Monday morning I noted that the VIX had not gotten jumpy and downside volume was actually 2 to 1 on the upside which told me there was no panic selling. I also noted that the press did not seem terribly concerned. I highlighted a headline I'd seen on Sunday afternoon that said: Why Monday may offer a respite for stock-market investors after a bruising bond rout.
Here we are three trading days later and the first thing I want to do is share the afternoon headline from Wednesday with you: Nasdaq shows signs of technical breakdown, crashes below 200-day moving average as selling accelerates.
Not only that, the VIX has started to move and is getting jumpy. I always try and describe this very non-scientific indicator as noting that it ought to look like it is breaking out and if it were a stock you'd be dying to buy the breakout. You have to admit, that's what it's looking like now.
It took all day but the downside volume finally got to 90% of the total volume. So we did see the sort of selling that is panicky.

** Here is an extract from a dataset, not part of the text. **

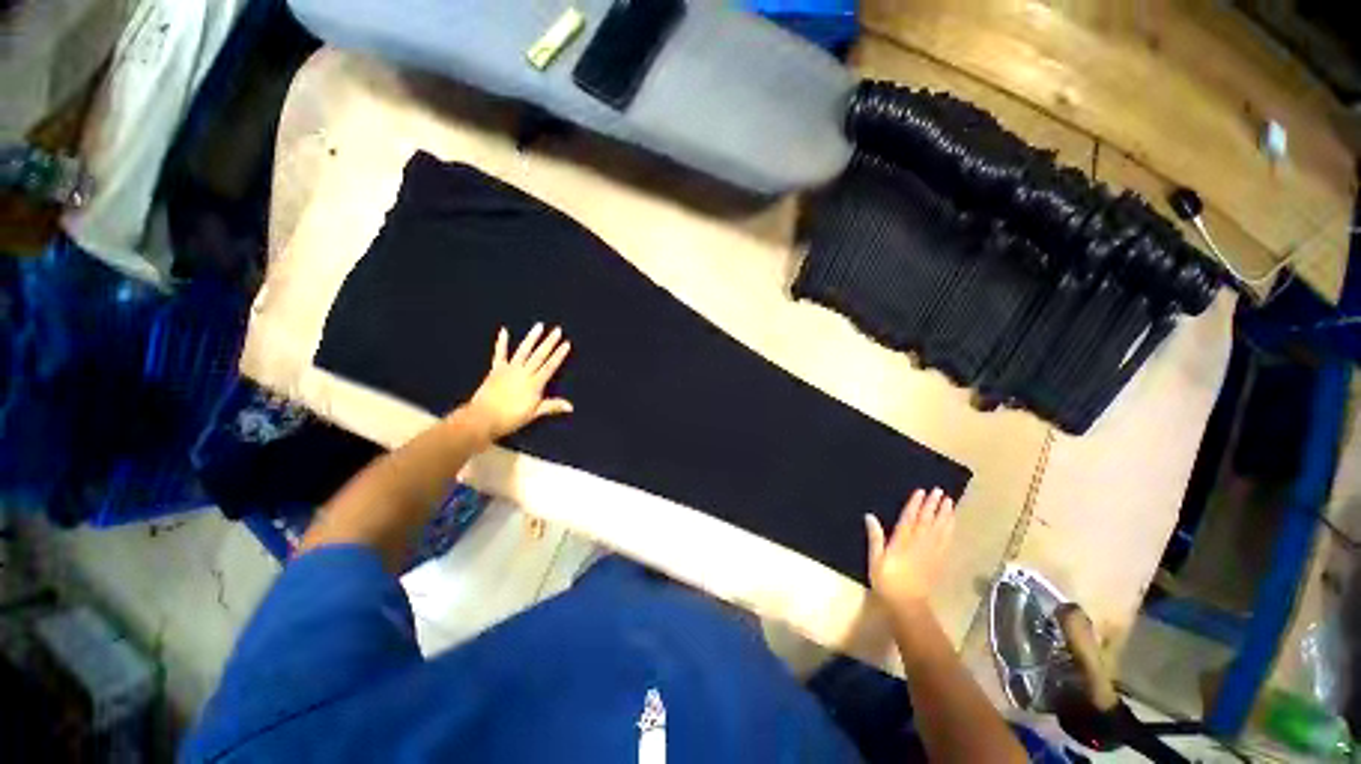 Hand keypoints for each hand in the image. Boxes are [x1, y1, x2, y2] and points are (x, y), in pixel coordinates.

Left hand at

Then there is the McClellan Summation Index's "what if." The Summation Index now needs a net differential of +4,100 advancers minus decliners to halt the side it has been in all summer, but has accelerated since early September. At +4,000 it is extremely oversold.

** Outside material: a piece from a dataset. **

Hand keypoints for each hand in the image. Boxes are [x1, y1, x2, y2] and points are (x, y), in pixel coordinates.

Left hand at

On Monday I also noted that it would take Nadsaq longer to get oversold and I didn't expect it to get that way until early next week. The "what if" for Nasdaq's McClellan Summation Index, where I use volume instead of advancers and decliners, now requires a net differential of +4 billion shares. That's up minus down volume. As you can see on the chart, it is now into oversold territory as well using this metric.

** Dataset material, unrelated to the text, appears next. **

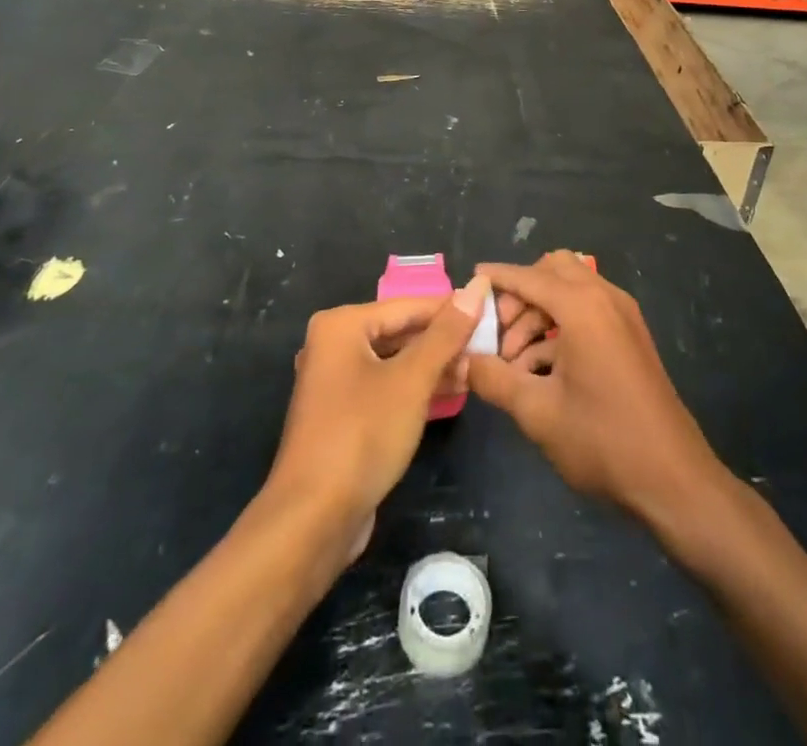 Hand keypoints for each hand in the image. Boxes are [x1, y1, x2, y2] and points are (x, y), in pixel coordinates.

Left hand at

The put/call ratios soared on Wednesday as well. The total put/call ratio was 122%. The ETF ratio was 251%. That's only happened three other times in 2018, and curiously never happened in the February slide. You can see on the chart that in May and August we rallied immediately. In the spring we rallied and came back down one more time.
I would still prefer to see the 10-day moving average of the put/call ratio higher but with readings such as we saw Wednesday, we are on our way.
The Fear and Greed Index from CNN slipped under 10. The Daily Sentiment Index (DSI) which was over 80 for the S&P three weeks ago is now at 28. That's a big change in sentiment as well.
The Hil-Lo Index tagged 15%. Under it and it is into oversold territory.
The Nasdaq Momentum Index, discussed here yesterday in great detail, still shows a window for an oversold reading between Thursday and Tuesday so it remains hard to pin down but as you can see, we are lining up for an oversold rally as we move into that time frame since other indicators are moving toward oversold as well.